Required work:
Omit all pictures and give the records below again exactly as written.

(Stored data entries)
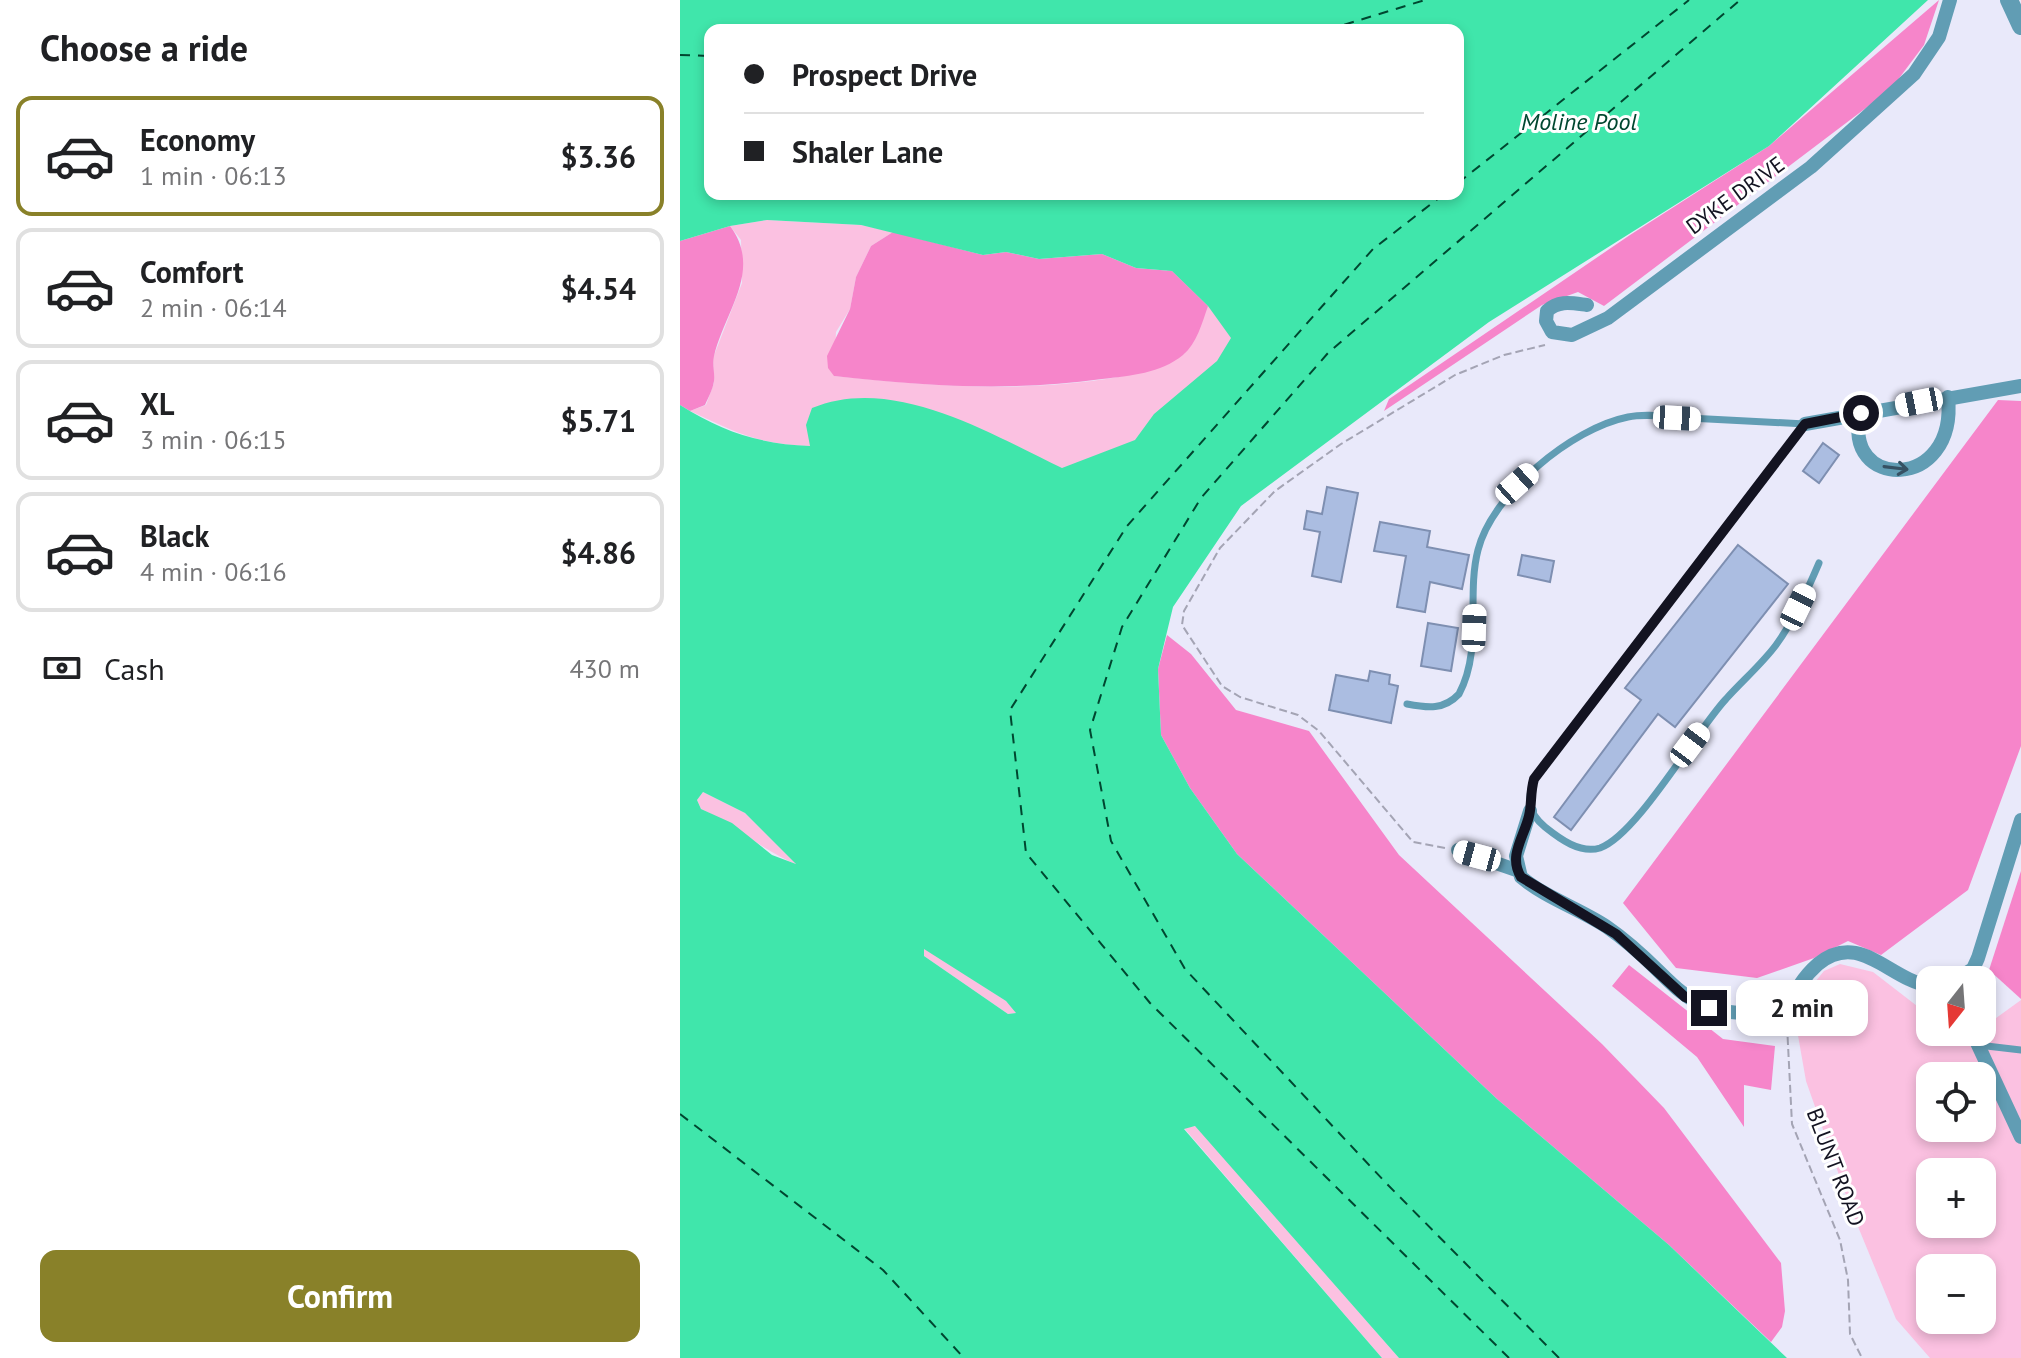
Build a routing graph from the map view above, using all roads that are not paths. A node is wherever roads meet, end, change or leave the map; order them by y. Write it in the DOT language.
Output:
graph roads {
  1 [pos="1950,0"];
  2 [pos="2009,0"];
  3 [pos="2021,26"];
  4 [pos="1587,305"];
  5 [pos="2021,386"];
  6 [pos="1948,397"];
  7 [pos="1861,413"];
  8 [pos="1805,424"];
  9 [pos="1819,563"];
  10 [pos="1407,704"];
  11 [pos="1530,811"];
  12 [pos="2021,820"];
  13 [pos="1458,850"];
  14 [pos="1516,870"];
  15 [pos="1978,958"];
  16 [pos="1974,966"];
  17 [pos="1976,966"];
  18 [pos="1916,980"];
  19 [pos="1996,1043"];
  20 [pos="1979,1046"];
  21 [pos="2021,1050"];
  22 [pos="2021,1137"];
  1 -- 4 [label="street, DYKE DRIVE"];
  2 -- 3 [label="street"];
  5 -- 6 [label="street"];
  6 -- 7 [label="street"];
  7 -- 6 [label="street, one-way"];
  7 -- 8 [label="street"];
  8 -- 10 [label="lane"];
  8 -- 11 [label="lane"];
  9 -- 11 [label="lane"];
  11 -- 14 [label="street"];
  12 -- 15 [label="street"];
  13 -- 14 [label="street"];
  14 -- 18 [label="street"];
  15 -- 16 [label="street"];
  15 -- 17 [label="street"];
  19 -- 21 [label="lane"];
  20 -- 22 [label="street"];
}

Task result:
Build a routing graph from the map view above, using all roads that are not paths. A node is wherever roads meet, end, change or leave the map; order them by y. Write it in the DOT language.
Output:
graph roads {
  1 [pos="1950,0"];
  2 [pos="2009,0"];
  3 [pos="2021,26"];
  4 [pos="1587,305"];
  5 [pos="2021,386"];
  6 [pos="1948,397"];
  7 [pos="1861,413"];
  8 [pos="1805,424"];
  9 [pos="1819,563"];
  10 [pos="1407,704"];
  11 [pos="1530,811"];
  12 [pos="2021,820"];
  13 [pos="1458,850"];
  14 [pos="1516,870"];
  15 [pos="1978,958"];
  16 [pos="1974,966"];
  17 [pos="1976,966"];
  18 [pos="1916,980"];
  19 [pos="1996,1043"];
  20 [pos="1979,1046"];
  21 [pos="2021,1050"];
  22 [pos="2021,1137"];
  1 -- 4 [label="street, DYKE DRIVE"];
  2 -- 3 [label="street"];
  5 -- 6 [label="street"];
  6 -- 7 [label="street"];
  7 -- 6 [label="street, one-way"];
  7 -- 8 [label="street"];
  8 -- 10 [label="lane"];
  8 -- 11 [label="lane"];
  9 -- 11 [label="lane"];
  11 -- 14 [label="street"];
  12 -- 15 [label="street"];
  13 -- 14 [label="street"];
  14 -- 18 [label="street"];
  15 -- 16 [label="street"];
  15 -- 17 [label="street"];
  19 -- 21 [label="lane"];
  20 -- 22 [label="street"];
}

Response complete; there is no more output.